**What to work on:**
Look through the data and write out every line with the word "dead" in it.

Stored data
┄┄┄┄┄┄┄┄┄┄┄┄┄┄┄┄┄┄┄┄
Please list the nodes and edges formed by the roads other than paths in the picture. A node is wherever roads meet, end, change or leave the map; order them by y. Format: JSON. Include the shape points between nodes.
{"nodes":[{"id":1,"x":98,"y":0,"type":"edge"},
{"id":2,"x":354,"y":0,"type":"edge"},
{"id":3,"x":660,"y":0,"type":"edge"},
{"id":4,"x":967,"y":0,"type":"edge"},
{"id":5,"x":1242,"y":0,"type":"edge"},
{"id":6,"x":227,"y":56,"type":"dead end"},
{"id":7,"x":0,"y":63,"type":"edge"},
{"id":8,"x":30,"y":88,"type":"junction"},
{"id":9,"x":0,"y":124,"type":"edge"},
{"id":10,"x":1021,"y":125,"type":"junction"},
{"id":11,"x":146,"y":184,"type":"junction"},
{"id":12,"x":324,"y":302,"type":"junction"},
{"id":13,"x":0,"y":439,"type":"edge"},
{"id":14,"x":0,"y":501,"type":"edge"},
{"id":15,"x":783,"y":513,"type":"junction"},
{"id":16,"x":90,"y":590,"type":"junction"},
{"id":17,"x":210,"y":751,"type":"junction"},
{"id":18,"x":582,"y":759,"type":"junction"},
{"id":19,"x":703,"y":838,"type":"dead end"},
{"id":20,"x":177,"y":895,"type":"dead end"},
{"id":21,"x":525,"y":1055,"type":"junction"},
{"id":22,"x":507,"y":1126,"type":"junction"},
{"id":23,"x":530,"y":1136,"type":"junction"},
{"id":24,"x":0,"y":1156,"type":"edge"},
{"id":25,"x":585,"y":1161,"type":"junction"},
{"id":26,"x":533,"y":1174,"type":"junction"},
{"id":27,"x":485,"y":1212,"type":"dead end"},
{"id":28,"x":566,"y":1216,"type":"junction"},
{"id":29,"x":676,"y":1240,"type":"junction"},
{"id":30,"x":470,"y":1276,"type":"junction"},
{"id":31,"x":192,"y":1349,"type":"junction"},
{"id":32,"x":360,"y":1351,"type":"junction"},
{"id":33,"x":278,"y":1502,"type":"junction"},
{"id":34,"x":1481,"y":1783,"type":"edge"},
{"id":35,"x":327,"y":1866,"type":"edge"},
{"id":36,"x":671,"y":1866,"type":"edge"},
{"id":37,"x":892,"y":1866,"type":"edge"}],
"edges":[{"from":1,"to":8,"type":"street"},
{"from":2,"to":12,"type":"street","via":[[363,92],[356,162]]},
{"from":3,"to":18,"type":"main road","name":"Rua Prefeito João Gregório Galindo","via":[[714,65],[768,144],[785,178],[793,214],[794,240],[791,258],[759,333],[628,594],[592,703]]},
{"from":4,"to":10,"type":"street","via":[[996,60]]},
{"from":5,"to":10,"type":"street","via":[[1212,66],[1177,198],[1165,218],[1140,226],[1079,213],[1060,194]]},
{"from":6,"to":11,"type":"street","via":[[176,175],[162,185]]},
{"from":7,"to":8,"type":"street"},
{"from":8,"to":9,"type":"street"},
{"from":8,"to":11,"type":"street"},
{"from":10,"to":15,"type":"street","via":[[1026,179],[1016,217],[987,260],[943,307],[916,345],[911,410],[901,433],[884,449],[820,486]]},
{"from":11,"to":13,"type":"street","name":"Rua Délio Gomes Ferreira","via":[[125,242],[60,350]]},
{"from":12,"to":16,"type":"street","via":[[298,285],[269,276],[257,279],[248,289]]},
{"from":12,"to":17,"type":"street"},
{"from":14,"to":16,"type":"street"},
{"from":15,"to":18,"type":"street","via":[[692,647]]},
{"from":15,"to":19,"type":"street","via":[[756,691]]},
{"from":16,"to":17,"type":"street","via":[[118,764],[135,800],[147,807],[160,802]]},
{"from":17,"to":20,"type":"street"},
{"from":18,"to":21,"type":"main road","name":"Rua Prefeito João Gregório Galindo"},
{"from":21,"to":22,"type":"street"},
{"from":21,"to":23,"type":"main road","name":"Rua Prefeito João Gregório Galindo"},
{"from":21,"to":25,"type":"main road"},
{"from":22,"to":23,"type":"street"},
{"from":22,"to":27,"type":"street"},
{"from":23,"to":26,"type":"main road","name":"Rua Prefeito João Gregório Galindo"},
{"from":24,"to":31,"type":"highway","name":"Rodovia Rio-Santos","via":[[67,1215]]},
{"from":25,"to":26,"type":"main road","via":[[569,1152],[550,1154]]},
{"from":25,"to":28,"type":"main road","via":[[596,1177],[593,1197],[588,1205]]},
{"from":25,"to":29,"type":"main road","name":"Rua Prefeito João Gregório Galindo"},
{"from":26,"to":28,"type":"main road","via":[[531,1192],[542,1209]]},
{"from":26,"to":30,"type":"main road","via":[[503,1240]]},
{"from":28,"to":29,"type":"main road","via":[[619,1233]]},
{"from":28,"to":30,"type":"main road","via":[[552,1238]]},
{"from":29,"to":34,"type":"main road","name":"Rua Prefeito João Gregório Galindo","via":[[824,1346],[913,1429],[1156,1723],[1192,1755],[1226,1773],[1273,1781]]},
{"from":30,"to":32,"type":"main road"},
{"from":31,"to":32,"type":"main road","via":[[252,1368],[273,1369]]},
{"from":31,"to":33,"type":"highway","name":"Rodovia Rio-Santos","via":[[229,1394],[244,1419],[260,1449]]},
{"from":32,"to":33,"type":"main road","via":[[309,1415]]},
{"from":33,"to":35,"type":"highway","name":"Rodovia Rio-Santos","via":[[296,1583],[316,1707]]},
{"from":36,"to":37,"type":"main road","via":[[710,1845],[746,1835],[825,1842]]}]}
┄┄┄┄┄┄┄┄┄┄┄┄┄┄┄┄┄┄┄┄
**Solution for this exercise:**
{"id":6,"x":227,"y":56,"type":"dead end"},
{"id":19,"x":703,"y":838,"type":"dead end"},
{"id":20,"x":177,"y":895,"type":"dead end"},
{"id":27,"x":485,"y":1212,"type":"dead end"},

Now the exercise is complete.